Data supplied:
--- START ---

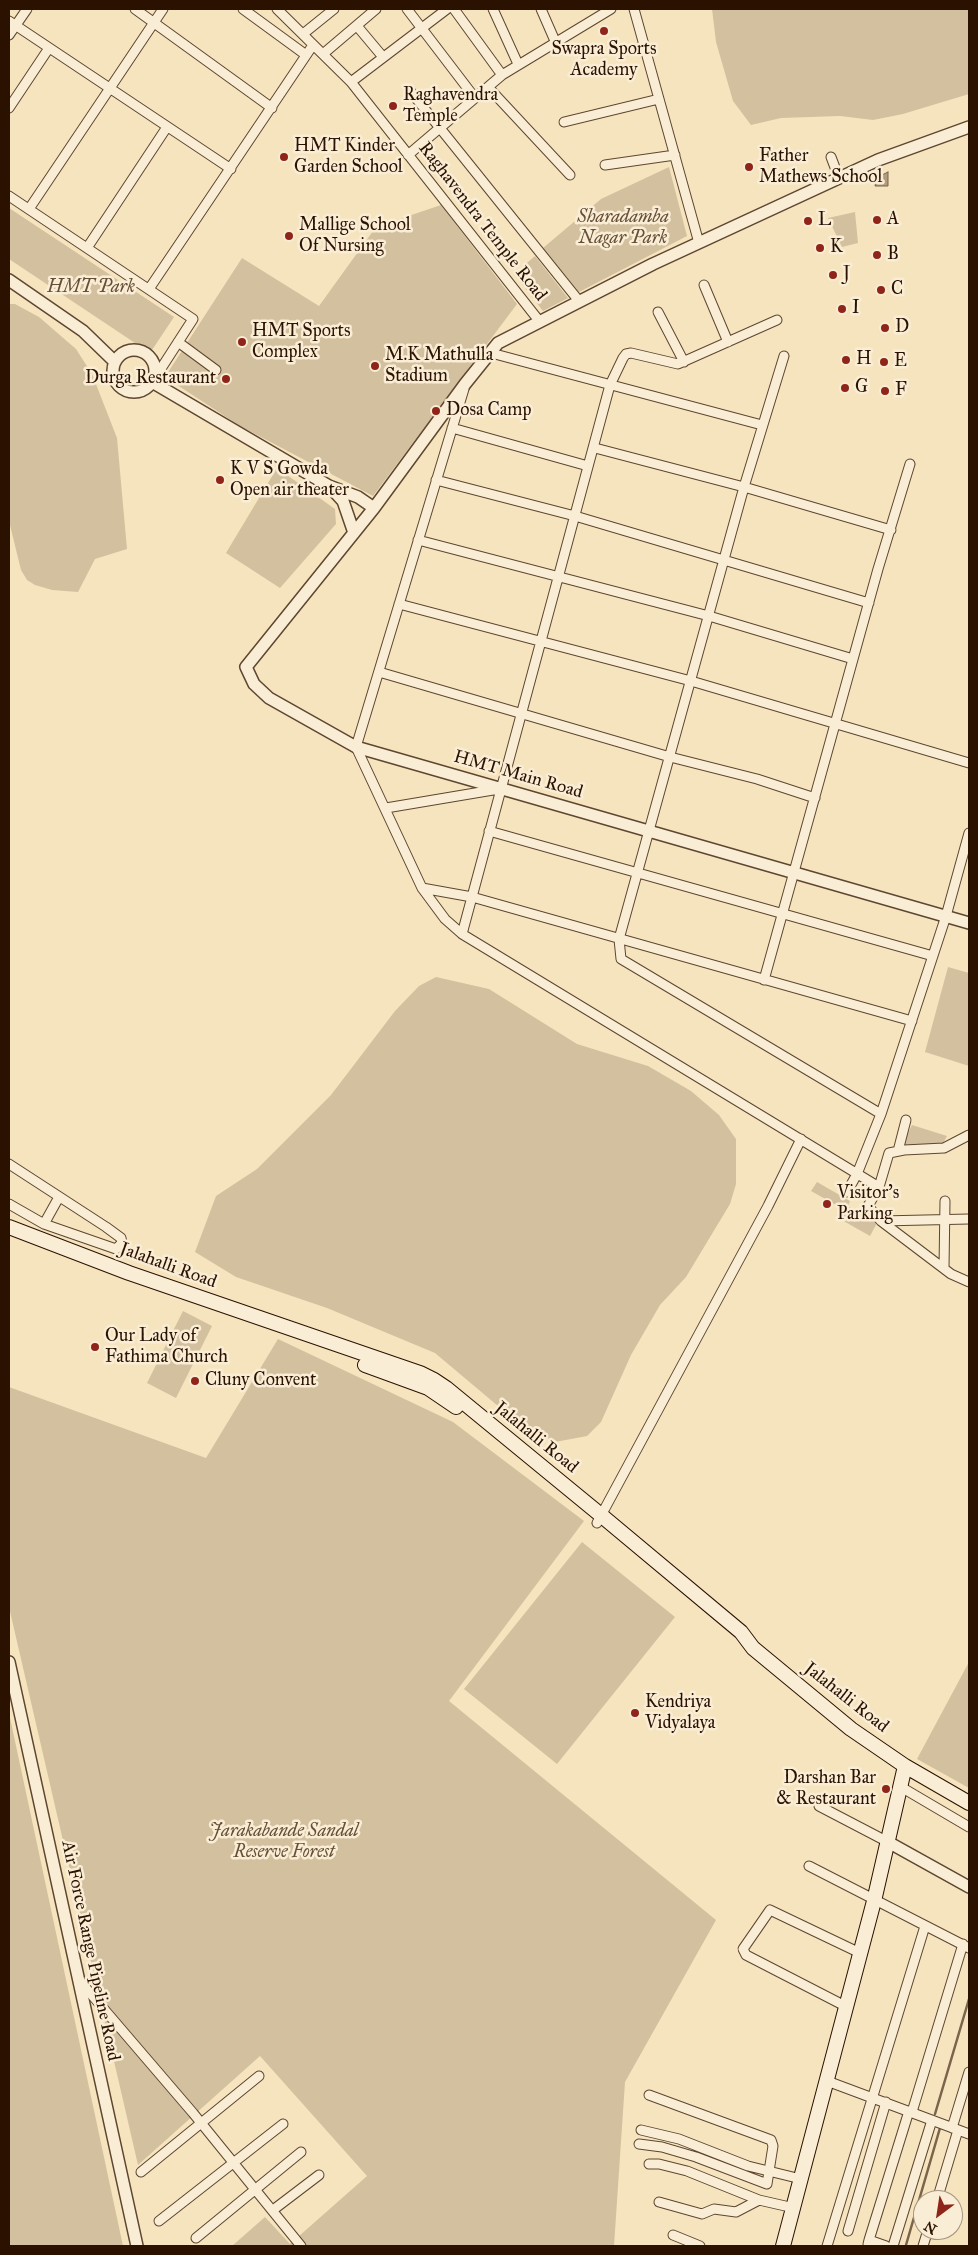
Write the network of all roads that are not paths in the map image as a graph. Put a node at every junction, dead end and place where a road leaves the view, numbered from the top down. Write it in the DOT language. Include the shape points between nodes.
graph roads {
  1 [pos="26,9"];
  2 [pos="135,9"];
  3 [pos="163,9"];
  4 [pos="243,9"];
  5 [pos="277,9"];
  6 [pos="334,9"];
  7 [pos="376,9"];
  8 [pos="407,9"];
  9 [pos="447,9"];
  10 [pos="454,9"];
  11 [pos="493,9"];
  12 [pos="541,9"];
  13 [pos="634,9"];
  14 [pos="605,10"];
  15 [pos="154,22"];
  16 [pos="12,23"];
  17 [pos="357,26"];
  18 [pos="422,28"];
  19 [pos="303,34"];
  20 [pos="9,35"];
  21 [pos="555,41"];
  22 [pos="313,45"];
  23 [pos="49,48"];
  24 [pos="323,54"];
  25 [pos="306,55"];
  26 [pos="383,57"];
  27 [pos="518,64"];
  28 [pos="502,75"];
  29 [pos="351,82"];
  30 [pos="488,87"];
  31 [pos="110,88"];
  32 [pos="411,92"];
  33 [pos="475,98"];
  34 [pos="659,99"];
  35 [pos="9,108"];
  36 [pos="272,108"];
  37 [pos="564,122"];
  38 [pos="167,126"];
  39 [pos="969,127"];
  40 [pos="440,128"];
  41 [pos="408,155"];
  42 [pos="675,155"];
  43 [pos="831,158"];
  44 [pos="605,165"];
  45 [pos="231,169"];
  46 [pos="570,175"];
  47 [pos="839,178"];
  48 [pos="9,196"];
  49 [pos="29,209"];
  50 [pos="699,243"];
  51 [pos="87,248"];
  52 [pos="9,280"];
  53 [pos="704,285"];
  54 [pos="149,289"];
  55 [pos="579,301"];
  56 [pos="658,312"];
  57 [pos="777,320"];
  58 [pos="540,322"];
  59 [pos="178,342"];
  60 [pos="728,342"];
  61 [pos="491,353"];
  62 [pos="784,356"];
  63 [pos="115,362"];
  64 [pos="684,362"];
  65 [pos="216,370"];
  66 [pos="153,378"];
  67 [pos="465,384"];
  68 [pos="610,385"];
  69 [pos="762,424"];
  70 [pos="452,428"];
  71 [pos="595,448"];
  72 [pos="910,464"];
  73 [pos="588,466"];
  74 [pos="436,480"];
  75 [pos="328,486"];
  76 [pos="744,487"];
  77 [pos="374,508"];
  78 [pos="574,516"];
  79 [pos="891,530"];
  80 [pos="354,533"];
  81 [pos="418,540"];
  82 [pos="724,560"];
  83 [pos="558,576"];
  84 [pos="869,603"];
  85 [pos="399,604"];
  86 [pos="709,616"];
  87 [pos="540,640"];
  88 [pos="853,659"];
  89 [pos="379,672"];
  90 [pos="691,681"];
  91 [pos="521,712"];
  92 [pos="836,723"];
  93 [pos="356,747"];
  94 [pos="670,757"];
  95 [pos="969,763"];
  96 [pos="500,789"];
  97 [pos="815,798"];
  98 [pos="386,808"];
  99 [pos="489,831"];
  100 [pos="650,831"];
  101 [pos="969,833"];
  102 [pos="794,872"];
  103 [pos="638,873"];
  104 [pos="422,888"];
  105 [pos="472,898"];
  106 [pos="782,914"];
  107 [pos="946,916"];
  108 [pos="969,923"];
  109 [pos="462,934"];
  110 [pos="620,939"];
  111 [pos="933,956"];
  112 [pos="764,980"];
  113 [pos="912,1021"];
  114 [pos="881,1114"];
  115 [pos="906,1120"];
  116 [pos="969,1135"];
  117 [pos="801,1139"];
  118 [pos="898,1151"];
  119 [pos="9,1164"];
  120 [pos="858,1174"];
  121 [pos="879,1187"];
  122 [pos="847,1192"];
  123 [pos="59,1197"];
  124 [pos="946,1201"];
  125 [pos="9,1204"];
  126 [pos="945,1219"];
  127 [pos="969,1219"];
  128 [pos="881,1221"];
  129 [pos="44,1224"];
  130 [pos="9,1227"];
  131 [pos="9,1234"];
  132 [pos="944,1268"];
  133 [pos="969,1282"];
  134 [pos="362,1359"];
  135 [pos="600,1519"];
  136 [pos="9,1662"];
  137 [pos="905,1766"];
  138 [pos="901,1787"];
  139 [pos="969,1803"];
  140 [pos="819,1806"];
  141 [pos="969,1827"];
  142 [pos="888,1842"];
  143 [pos="808,1866"];
  144 [pos="969,1887"];
  145 [pos="874,1901"];
  146 [pos="925,1926"];
  147 [pos="966,1946"];
  148 [pos="860,1953"];
  149 [pos="79,1980"];
  150 [pos="847,2008"];
  151 [pos="969,2072"];
  152 [pos="259,2076"];
  153 [pos="827,2081"];
  154 [pos="649,2095"];
  155 [pos="871,2097"];
  156 [pos="886,2102"];
  157 [pos="911,2111"];
  158 [pos="932,2120"];
  159 [pos="201,2123"];
  160 [pos="283,2124"];
  161 [pos="955,2129"];
  162 [pos="641,2130"];
  163 [pos="969,2134"];
  164 [pos="639,2144"];
  165 [pos="301,2152"];
  166 [pos="234,2162"];
  167 [pos="649,2164"];
  168 [pos="141,2172"];
  169 [pos="769,2172"];
  170 [pos="319,2175"];
  171 [pos="801,2179"];
  172 [pos="256,2189"];
  173 [pos="940,2190"];
  174 [pos="759,2200"];
  175 [pos="659,2202"];
  176 [pos="794,2208"];
  177 [pos="273,2210"];
  178 [pos="159,2221"];
  179 [pos="848,2231"];
  180 [pos="673,2236"];
  181 [pos="196,2238"];
  182 [pos="868,2243"];
  183 [pos="137,2246"];
  184 [pos="301,2246"];
  185 [pos="700,2246"];
  186 [pos="784,2246"];
  187 [pos="826,2246"];
  188 [pos="886,2246"];
  189 [pos="894,2246"];
  1 -- 16 [label="street"];
  2 -- 15 [label="street"];
  3 -- 15 [label="street"];
  4 -- 25 [label="street"];
  5 -- 19 [label="street, Raghavendra Temple Road"];
  6 -- 19 [label="street"];
  7 -- 17 [label="street"];
  8 -- 18 [label="street"];
  9 -- 18 [label="street"];
  10 -- 28 [label="street"];
  11 -- 27 [label="street"];
  12 -- 21 [label="street"];
  13 -- 34 [label="street"];
  14 -- 21 [label="street"];
  15 -- 31 [label="street"];
  15 -- 36 [label="street"];
  16 -- 20 [label="street"];
  16 -- 23 [label="street"];
  17 -- 24 [label="street"];
  17 -- 26 [label="street"];
  18 -- 26 [label="street"];
  18 -- 33 [label="street"];
  19 -- 22 [label="street, Raghavendra Temple Road"];
  21 -- 27 [label="street"];
  22 -- 24 [label="street, Raghavendra Temple Road"];
  22 -- 25 [label="street"];
  23 -- 31 [label="street"];
  23 -- 35 [label="street"];
  24 -- 29 [label="street, Raghavendra Temple Road"];
  25 -- 36 [label="street"];
  26 -- 29 [label="street"];
  27 -- 28 [label="street"];
  28 -- 30 [label="street"];
  29 -- 41 [label="street, Raghavendra Temple Road"];
  30 -- 33 [label="street"];
  30 -- 46 [label="street"];
  31 -- 38 [label="street"];
  31 -- 49 [label="street"];
  32 -- 40 [label="street"];
  33 -- 40 [label="street"];
  34 -- 37 [label="street"];
  34 -- 42 [label="street"];
  36 -- 45 [label="street"];
  38 -- 45 [label="street"];
  38 -- 51 [label="street"];
  39 -- 47 [label="street, HMT Main Road" via="878,160"];
  40 -- 41 [label="street"];
  40 -- 55 [label="street"];
  41 -- 58 [label="street, Raghavendra Temple Road"];
  42 -- 44 [label="street"];
  42 -- 50 [label="street"];
  43 -- 47 [label="street"];
  45 -- 54 [label="street"];
  47 -- 50 [label="street, HMT Main Road"];
  48 -- 49 [label="street"];
  49 -- 51 [label="street"];
  50 -- 55 [label="street, HMT Main Road"];
  51 -- 54 [label="street"];
  52 -- 63 [label="street" via="83,331"];
  53 -- 60 [label="street"];
  54 -- 59 [label="street" via="193,319"];
  55 -- 58 [label="street, HMT Main Road"];
  56 -- 64 [label="street"];
  57 -- 60 [label="street"];
  58 -- 61 [label="street, HMT Main Road" via="498,343"];
  59 -- 65 [label="street"];
  59 -- 66 [label="street"];
  60 -- 64 [label="street"];
  61 -- 67 [label="street, HMT Main Road"];
  61 -- 68 [label="street"];
  62 -- 69 [label="street"];
  63 -- 66 [label="street" via="126,352 140,351 152,360"];
  63 -- 66 [label="street" via="115,380 125,390 144,390"];
  64 -- 68 [label="street" via="663,362 626,354"];
  66 -- 75 [label="street"];
  67 -- 70 [label="street"];
  67 -- 77 [label="street, HMT Main Road"];
  68 -- 69 [label="street"];
  68 -- 71 [label="street"];
  69 -- 76 [label="street"];
  70 -- 73 [label="street"];
  70 -- 74 [label="street"];
  71 -- 73 [label="street"];
  71 -- 76 [label="street"];
  72 -- 79 [label="street"];
  73 -- 78 [label="street"];
  74 -- 78 [label="street"];
  74 -- 81 [label="street"];
  75 -- 77 [label="street" via="358,497"];
  75 -- 80 [label="street" via="343,501"];
  76 -- 79 [label="street"];
  76 -- 82 [label="street"];
  77 -- 80 [label="street, HMT Main Road"];
  78 -- 82 [label="street"];
  78 -- 83 [label="street"];
  79 -- 84 [label="street"];
  80 -- 93 [label="street, HMT Main Road" via="246,667 254,684 269,698"];
  81 -- 83 [label="street"];
  81 -- 85 [label="street"];
  82 -- 84 [label="street"];
  82 -- 86 [label="street"];
  83 -- 86 [label="street"];
  83 -- 87 [label="street"];
  84 -- 88 [label="street"];
  85 -- 87 [label="street"];
  85 -- 89 [label="street"];
  86 -- 88 [label="street"];
  86 -- 90 [label="street"];
  87 -- 90 [label="street"];
  87 -- 91 [label="street"];
  88 -- 92 [label="street"];
  89 -- 91 [label="street"];
  89 -- 93 [label="street"];
  90 -- 92 [label="street"];
  90 -- 94 [label="street"];
  91 -- 94 [label="street"];
  91 -- 96 [label="street"];
  92 -- 95 [label="street"];
  92 -- 97 [label="street"];
  93 -- 96 [label="street, HMT Main Road"];
  93 -- 98 [label="street"];
  94 -- 97 [label="street" via="757,779"];
  94 -- 100 [label="street"];
  96 -- 98 [label="street"];
  96 -- 99 [label="street"];
  96 -- 100 [label="street, HMT Main Road"];
  97 -- 102 [label="street"];
  98 -- 104 [label="street"];
  99 -- 103 [label="street"];
  99 -- 105 [label="street"];
  100 -- 102 [label="street, HMT Main Road"];
  100 -- 103 [label="street"];
  101 -- 107 [label="street"];
  102 -- 106 [label="street"];
  102 -- 107 [label="street, HMT Main Road"];
  103 -- 106 [label="street"];
  103 -- 110 [label="street"];
  104 -- 105 [label="street"];
  104 -- 109 [label="street" via="445,919"];
  105 -- 109 [label="street"];
  105 -- 110 [label="street"];
  106 -- 111 [label="street"];
  106 -- 112 [label="street"];
  107 -- 108 [label="street, HMT Main Road"];
  107 -- 111 [label="street"];
  109 -- 117 [label="street"];
  110 -- 112 [label="street"];
  110 -- 114 [label="street" via="621,959"];
  111 -- 113 [label="street"];
  112 -- 113 [label="street"];
  113 -- 114 [label="street"];
  114 -- 120 [label="street"];
  115 -- 118 [label="street"];
  116 -- 118 [label="street" via="944,1148"];
  117 -- 120 [label="street"];
  117 -- 135 [label="street"];
  118 -- 121 [label="street" via="889,1153"];
  119 -- 123 [label="street"];
  120 -- 121 [label="street"];
  120 -- 122 [label="street"];
  121 -- 128 [label="street" via="868,1206"];
  123 -- 129 [label="street"];
  123 -- 129 [label="street" via="121,1238 120,1247 116,1249"];
  124 -- 126 [label="street"];
  125 -- 129 [label="street"];
  126 -- 127 [label="street"];
  126 -- 128 [label="street"];
  126 -- 132 [label="street"];
  128 -- 132 [label="street"];
  130 -- 134 [label="main road, Jalahalli Road"];
  131 -- 134 [label="main road"];
  132 -- 133 [label="street"];
  134 -- 135 [label="main road, Jalahalli Road" via="420,1373 446,1388"];
  135 -- 137 [label="main road, Jalahalli Road" via="741,1632 753,1648 851,1729"];
  136 -- 149 [label="street, Air Force Range Pipeline Road"];
  137 -- 138 [label="main road"];
  137 -- 139 [label="main road, Jalahalli Road"];
  138 -- 141 [label="street"];
  138 -- 142 [label="main road"];
  140 -- 142 [label="street"];
  142 -- 144 [label="street"];
  142 -- 145 [label="main road"];
  143 -- 145 [label="street"];
  145 -- 146 [label="street"];
  145 -- 148 [label="main road"];
  146 -- 147 [label="street"];
  146 -- 155 [label="street"];
  147 -- 157 [label="street"];
  148 -- 150 [label="main road"];
  148 -- 150 [label="street" via="770,1910 744,1949 746,1954"];
  149 -- 159 [label="street"];
  149 -- 183 [label="street, Air Force Range Pipeline Road"];
  150 -- 153 [label="main road"];
  151 -- 161 [label="street"];
  152 -- 159 [label="street"];
  153 -- 155 [label="street"];
  153 -- 171 [label="main road"];
  154 -- 169 [label="street" via="771,2140"];
  155 -- 156 [label="street"];
  155 -- 187 [label="street"];
  156 -- 157 [label="street"];
  156 -- 179 [label="street"];
  157 -- 158 [label="street"];
  157 -- 182 [label="street"];
  158 -- 161 [label="street"];
  158 -- 189 [label="street"];
  159 -- 166 [label="street"];
  159 -- 168 [label="street"];
  160 -- 166 [label="street"];
  161 -- 163 [label="street"];
  161 -- 173 [label="street"];
  162 -- 169 [label="street" via="679,2139"];
  164 -- 169 [label="street" via="662,2146 766,2184"];
  165 -- 172 [label="street"];
  166 -- 172 [label="street"];
  166 -- 178 [label="street"];
  167 -- 174 [label="street" via="687,2171"];
  169 -- 171 [label="street"];
  170 -- 177 [label="street"];
  171 -- 176 [label="main road"];
  172 -- 177 [label="street"];
  172 -- 181 [label="street"];
  174 -- 175 [label="street" via="736,2212 714,2209 702,2214"];
  174 -- 176 [label="street"];
  176 -- 186 [label="main road"];
  177 -- 184 [label="street"];
  180 -- 185 [label="street"];
  182 -- 188 [label="street"];
}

--- END ---

What this task involves: Wherever the string "Temple" is found in the listing above, copy the line that contains it.

Solution for this exercise:
  5 -- 19 [label="street, Raghavendra Temple Road"];
  19 -- 22 [label="street, Raghavendra Temple Road"];
  22 -- 24 [label="street, Raghavendra Temple Road"];
  24 -- 29 [label="street, Raghavendra Temple Road"];
  29 -- 41 [label="street, Raghavendra Temple Road"];
  41 -- 58 [label="street, Raghavendra Temple Road"];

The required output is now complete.